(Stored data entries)
·····
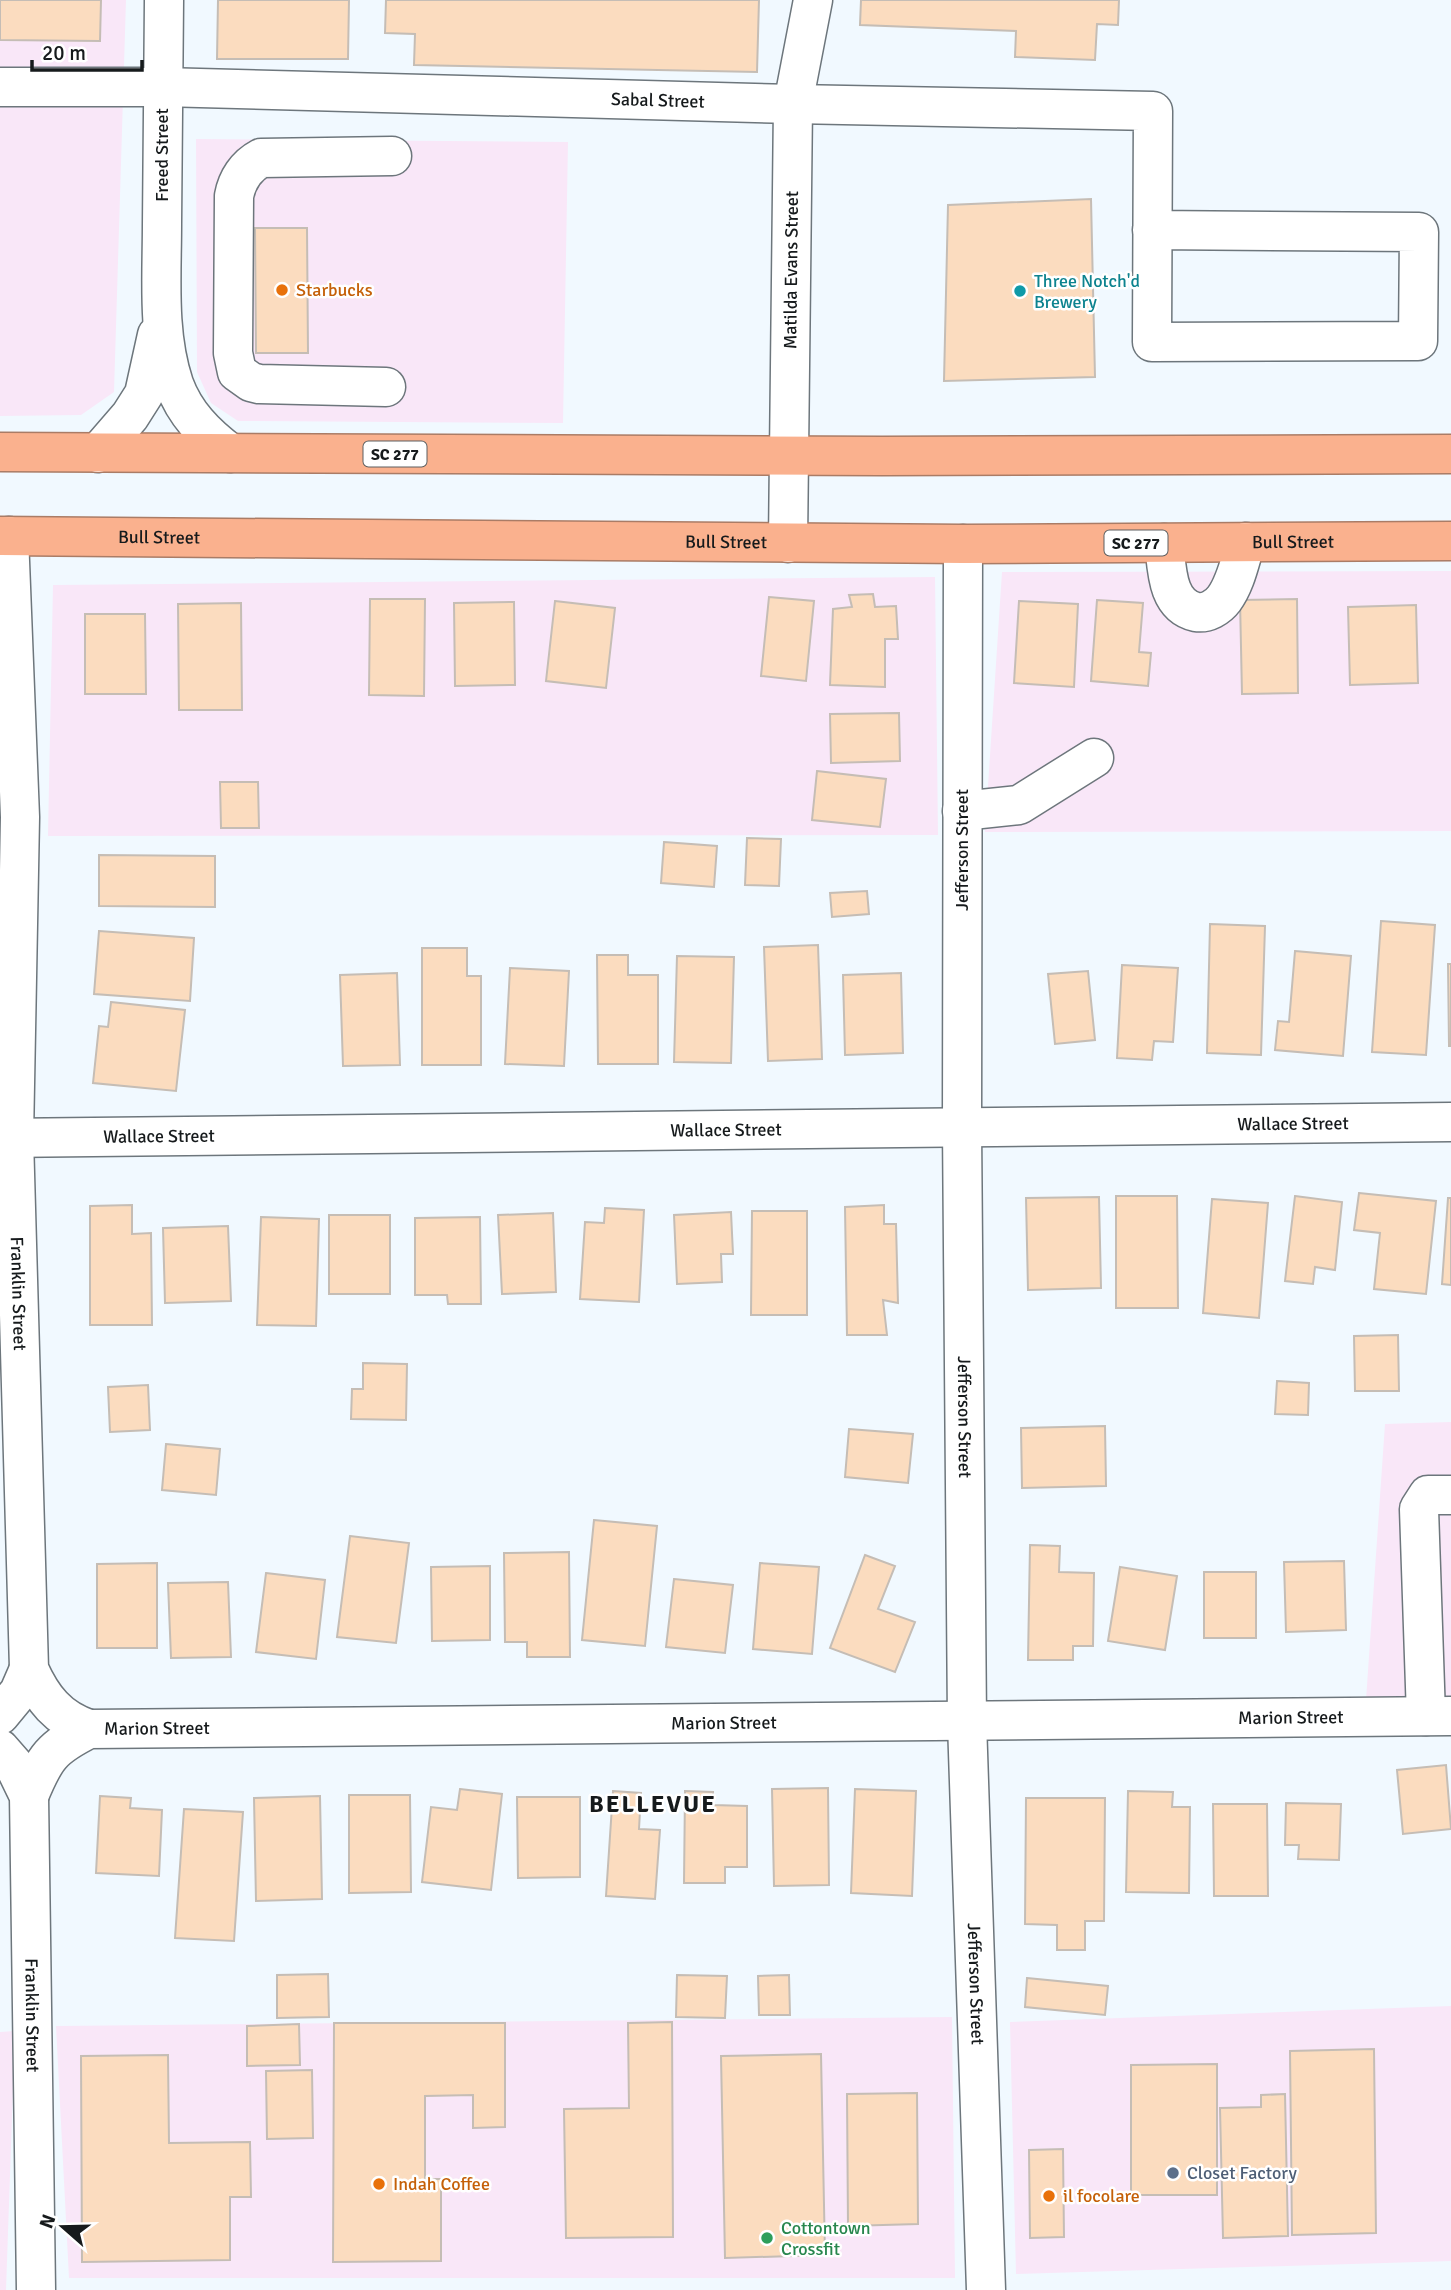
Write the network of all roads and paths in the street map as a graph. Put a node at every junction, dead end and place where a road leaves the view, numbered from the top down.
1 (164, 0) edge
2 (813, 0) edge
3 (0, 87) edge
4 (162, 87) junction
5 (793, 104) junction
6 (392, 156) dead end
7 (1152, 230) junction
8 (162, 309) junction
9 (386, 387) dead end
10 (0, 452) edge
11 (98, 453) junction
12 (230, 453) junction
13 (1451, 454) edge
14 (790, 456) junction
15 (4, 536) edge
16 (1451, 541) edge
17 (788, 542) junction
18 (1246, 542) junction
19 (1164, 543) junction
20 (963, 544) junction
21 (1094, 758) dead end
22 (962, 811) junction
23 (1451, 1122) edge
24 (962, 1127) junction
25 (7, 1138) edge
26 (1451, 1495) edge
27 (1437, 1614) edge
28 (29, 1669) junction
29 (0, 1715) edge
30 (1438, 1716) edge
31 (967, 1722) junction
32 (89, 1729) junction
33 (0, 1749) edge
34 (29, 1796) junction
35 (36, 2290) edge
36 (986, 2290) edge

1 - 4 street, Freed Street
2 - 5 street, Matilda Evans Street
3 - 4 street, Sabal Street
4 - 5 street, Sabal Street
4 - 8 street, Freed Street
5 - 7 street, Sabal Street
5 - 14 street, Matilda Evans Street
6 - 9 street
7 - 7 street
8 - 11 street, Freed Street
8 - 12 street, Freed Street
10 - 11 highway, SC 277
11 - 12 highway, SC 277
12 - 14 highway, SC 277
13 - 14 highway, SC 277
14 - 17 street, Matilda Evans Street
15 - 17 highway, Bull Street / SC 277
15 - 25 street, Franklin Street
16 - 18 highway, Bull Street / SC 277
17 - 20 highway, Bull Street / SC 277
18 - 19 highway, Bull Street / SC 277
18 - 19 street
19 - 20 highway, Bull Street / SC 277
20 - 22 street, Jefferson Street
21 - 22 street
22 - 24 street, Jefferson Street
23 - 24 street, Wallace Street
24 - 25 street, Wallace Street
24 - 31 street, Jefferson Street
25 - 28 street, Franklin Street
26 - 27 street
27 - 30 street
28 - 29 street
28 - 32 street, Franklin Street
30 - 31 street, Marion Street
31 - 32 street, Marion Street
31 - 36 street, Jefferson Street
32 - 34 street, Marion Street
33 - 34 street, Franklin Street
34 - 35 street, Franklin Street

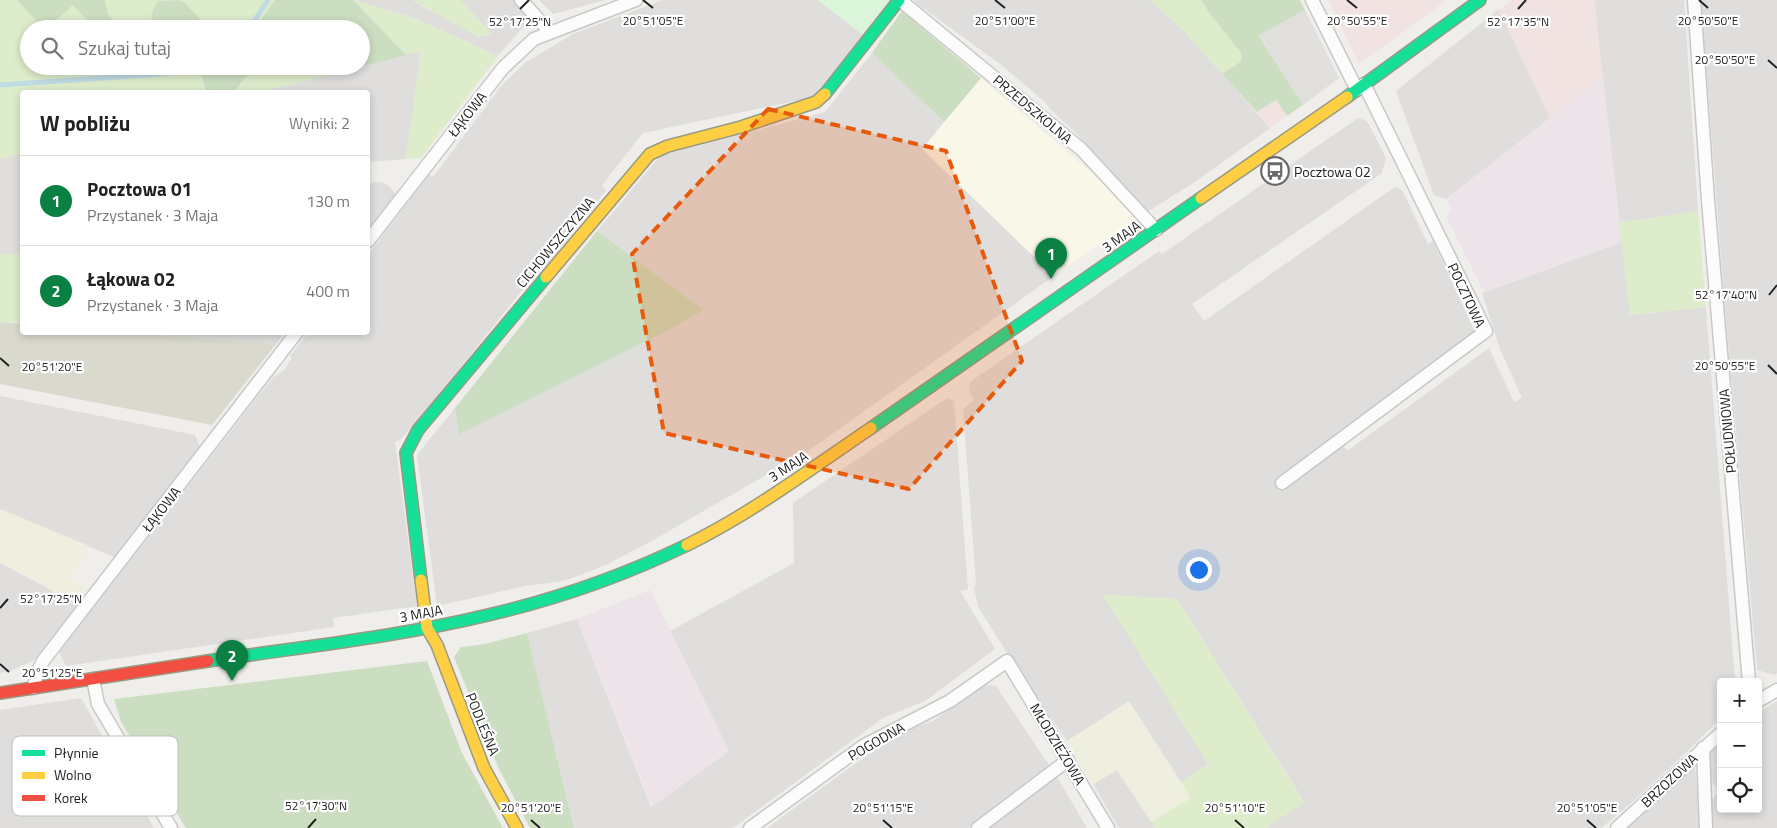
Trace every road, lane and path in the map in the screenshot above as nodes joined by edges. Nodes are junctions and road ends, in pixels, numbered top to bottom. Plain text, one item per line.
1 (521, 0) edge
2 (636, 0) edge
3 (900, 0) edge
4 (1312, 0) edge
5 (1480, 0) edge
6 (1694, 0) edge
7 (550, 32) junction
8 (1360, 87) junction
9 (1156, 230) junction
10 (370, 238) edge
11 (295, 335) edge
12 (1282, 483) dead end
13 (427, 628) junction
14 (1007, 661) joint
15 (1749, 678) edge
16 (94, 679) junction
17 (33, 688) junction
18 (1777, 690) edge
19 (0, 693) edge
20 (1762, 698) edge
21 (117, 736) edge
22 (1717, 736) edge
23 (1703, 748) junction
24 (1068, 760) junction
25 (164, 816) edge
26 (171, 828) edge
27 (517, 828) edge
28 (750, 828) edge
29 (978, 828) edge
30 (1108, 828) edge
31 (1617, 828) edge
32 (1706, 828) edge

1 - 7 street
2 - 7 street, ŁĄKOWA
3 - 9 street, PRZEDSZKOLNA
3 - 13 street, CICHOWSZCZYZNA
4 - 8 street
5 - 8 street, 3 MAJA
6 - 15 street, POŁUDNIOWA
7 - 10 street, ŁĄKOWA
8 - 9 street, 3 MAJA
8 - 12 street, POCZTOWA
9 - 13 street, 3 MAJA
11 - 17 street, ŁĄKOWA
13 - 16 street, 3 MAJA
13 - 27 street, PODLEŚNA
14 - 24 street, MŁODZIEŻOWA
14 - 28 street, POGODNA
16 - 17 street, 3 MAJA
16 - 21 street
17 - 19 street, 3 MAJA
18 - 20 street
22 - 23 street, BRZOZOWA
23 - 31 street, BRZOZOWA
23 - 32 street
24 - 29 street
24 - 30 street, MŁODZIEŻOWA
25 - 26 street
·····
Print each record exactly as it stands, omitting the pictures.

→ **COMPLETED EXERCISE**
Write the network of all roads and paths in the street map as a graph. Put a node at every junction, dead end and place where a road leaves the view, numbered from the top down.
1 (164, 0) edge
2 (813, 0) edge
3 (0, 87) edge
4 (162, 87) junction
5 (793, 104) junction
6 (392, 156) dead end
7 (1152, 230) junction
8 (162, 309) junction
9 (386, 387) dead end
10 (0, 452) edge
11 (98, 453) junction
12 (230, 453) junction
13 (1451, 454) edge
14 (790, 456) junction
15 (4, 536) edge
16 (1451, 541) edge
17 (788, 542) junction
18 (1246, 542) junction
19 (1164, 543) junction
20 (963, 544) junction
21 (1094, 758) dead end
22 (962, 811) junction
23 (1451, 1122) edge
24 (962, 1127) junction
25 (7, 1138) edge
26 (1451, 1495) edge
27 (1437, 1614) edge
28 (29, 1669) junction
29 (0, 1715) edge
30 (1438, 1716) edge
31 (967, 1722) junction
32 (89, 1729) junction
33 (0, 1749) edge
34 (29, 1796) junction
35 (36, 2290) edge
36 (986, 2290) edge

1 - 4 street, Freed Street
2 - 5 street, Matilda Evans Street
3 - 4 street, Sabal Street
4 - 5 street, Sabal Street
4 - 8 street, Freed Street
5 - 7 street, Sabal Street
5 - 14 street, Matilda Evans Street
6 - 9 street
7 - 7 street
8 - 11 street, Freed Street
8 - 12 street, Freed Street
10 - 11 highway, SC 277
11 - 12 highway, SC 277
12 - 14 highway, SC 277
13 - 14 highway, SC 277
14 - 17 street, Matilda Evans Street
15 - 17 highway, Bull Street / SC 277
15 - 25 street, Franklin Street
16 - 18 highway, Bull Street / SC 277
17 - 20 highway, Bull Street / SC 277
18 - 19 highway, Bull Street / SC 277
18 - 19 street
19 - 20 highway, Bull Street / SC 277
20 - 22 street, Jefferson Street
21 - 22 street
22 - 24 street, Jefferson Street
23 - 24 street, Wallace Street
24 - 25 street, Wallace Street
24 - 31 street, Jefferson Street
25 - 28 street, Franklin Street
26 - 27 street
27 - 30 street
28 - 29 street
28 - 32 street, Franklin Street
30 - 31 street, Marion Street
31 - 32 street, Marion Street
31 - 36 street, Jefferson Street
32 - 34 street, Marion Street
33 - 34 street, Franklin Street
34 - 35 street, Franklin Street

Trace every road, lane and path in the map in the screenshot above as nodes joined by edges. Nodes are junctions and road ends, in pixels, numbered top to bottom. Plain text, one item per line.
1 (521, 0) edge
2 (636, 0) edge
3 (900, 0) edge
4 (1312, 0) edge
5 (1480, 0) edge
6 (1694, 0) edge
7 (550, 32) junction
8 (1360, 87) junction
9 (1156, 230) junction
10 (370, 238) edge
11 (295, 335) edge
12 (1282, 483) dead end
13 (427, 628) junction
14 (1007, 661) joint
15 (1749, 678) edge
16 (94, 679) junction
17 (33, 688) junction
18 (1777, 690) edge
19 (0, 693) edge
20 (1762, 698) edge
21 (117, 736) edge
22 (1717, 736) edge
23 (1703, 748) junction
24 (1068, 760) junction
25 (164, 816) edge
26 (171, 828) edge
27 (517, 828) edge
28 (750, 828) edge
29 (978, 828) edge
30 (1108, 828) edge
31 (1617, 828) edge
32 (1706, 828) edge

1 - 7 street
2 - 7 street, ŁĄKOWA
3 - 9 street, PRZEDSZKOLNA
3 - 13 street, CICHOWSZCZYZNA
4 - 8 street
5 - 8 street, 3 MAJA
6 - 15 street, POŁUDNIOWA
7 - 10 street, ŁĄKOWA
8 - 9 street, 3 MAJA
8 - 12 street, POCZTOWA
9 - 13 street, 3 MAJA
11 - 17 street, ŁĄKOWA
13 - 16 street, 3 MAJA
13 - 27 street, PODLEŚNA
14 - 24 street, MŁODZIEŻOWA
14 - 28 street, POGODNA
16 - 17 street, 3 MAJA
16 - 21 street
17 - 19 street, 3 MAJA
18 - 20 street
22 - 23 street, BRZOZOWA
23 - 31 street, BRZOZOWA
23 - 32 street
24 - 29 street
24 - 30 street, MŁODZIEŻOWA
25 - 26 street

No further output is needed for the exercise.